Fund Management
Fund Managers Must Raise Their Game To Serve HNW, Sophisticated Investors In India - Cerulli

The analytics firm runs its eye over the state of India's mutual funds market and draws insights from a recent proprietorial survey.
Fund managers in India must do more to provide what sophisticated and wealthy investors want in an economy going through rapid change, Cerulli Associates in a new report. Among findings is that a “significant” number of respondents to a survey want relatively risky products, suggesting clients want services that break from traditional practice.
The analytics firm said that the country’s mutual funds industry is in a transition phase as far as its product offerings are concerned. It must strike a “delicate balance “to serve the needs of the less financially savvy, untapped set of investors in remote cities, and, at the same time, cater to the needs for product customization and sophistication among the increasing number of high net worth individuals.
Cerulli said its proprietary survey of retail investors, conducted for the publication Asset Management in India 2017: Targeting the Next Growth Phase, showed mutual funds are the most widely used investment vehicles in India.
Respondents cited long-term wealth creation as the top reason for investing in funds, followed by creating a retirement buffer and tax savings.
A significant number of respondents also showed an appetite for relatively riskier products, such as funds investing in the banking sector and mid-cap funds. We construe this as an early sign of a set of investors desiring products apart from those normally pitched to them.
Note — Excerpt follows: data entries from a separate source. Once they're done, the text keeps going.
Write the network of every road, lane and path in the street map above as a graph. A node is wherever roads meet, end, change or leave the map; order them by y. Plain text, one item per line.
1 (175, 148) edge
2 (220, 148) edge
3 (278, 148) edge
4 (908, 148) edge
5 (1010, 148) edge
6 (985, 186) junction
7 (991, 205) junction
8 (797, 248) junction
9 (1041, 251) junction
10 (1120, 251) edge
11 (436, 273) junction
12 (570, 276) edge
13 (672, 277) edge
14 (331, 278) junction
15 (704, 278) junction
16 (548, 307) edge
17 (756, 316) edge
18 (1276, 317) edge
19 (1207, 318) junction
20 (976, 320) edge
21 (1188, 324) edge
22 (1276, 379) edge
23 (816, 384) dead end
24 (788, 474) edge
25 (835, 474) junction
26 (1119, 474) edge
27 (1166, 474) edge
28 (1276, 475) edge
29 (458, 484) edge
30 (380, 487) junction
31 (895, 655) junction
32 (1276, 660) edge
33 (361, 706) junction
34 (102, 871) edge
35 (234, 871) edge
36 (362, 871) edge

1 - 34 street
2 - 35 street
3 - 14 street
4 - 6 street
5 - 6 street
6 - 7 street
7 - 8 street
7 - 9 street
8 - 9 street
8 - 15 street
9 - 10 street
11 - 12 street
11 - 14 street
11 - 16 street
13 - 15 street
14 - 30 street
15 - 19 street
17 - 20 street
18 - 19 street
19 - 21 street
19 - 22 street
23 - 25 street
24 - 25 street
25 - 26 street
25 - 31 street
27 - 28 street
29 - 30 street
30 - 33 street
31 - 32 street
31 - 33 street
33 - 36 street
A few Indian fund selectors want fund houses to come up with products that can beat market volatility or offer tax efficiency. True multi-asset products, which allocate across different asset categories, rather than balanced funds, which typically follow an equity-to-fixed-income allocation of 60:40, could be explored. Other product ideas that could be considered include smart beta and retirement products, as well as products based on environmental, social, and governance criteria, the report said.
ETFs
One in five retail investors are willing to explore investments
in exchange-traded funds, after the encouraging response to a
follow-on offer earlier this year of the Reliance CPSE ETF, it
said. That development may indicate an “early appetite for
innovative products among these investors”, Cerulli
continued.
“The Indian ETF market is still nascent, but we believe institutional participation along with the Reliance CPSE ETF offering could lead to increased awareness of passive products among other investors,” it added.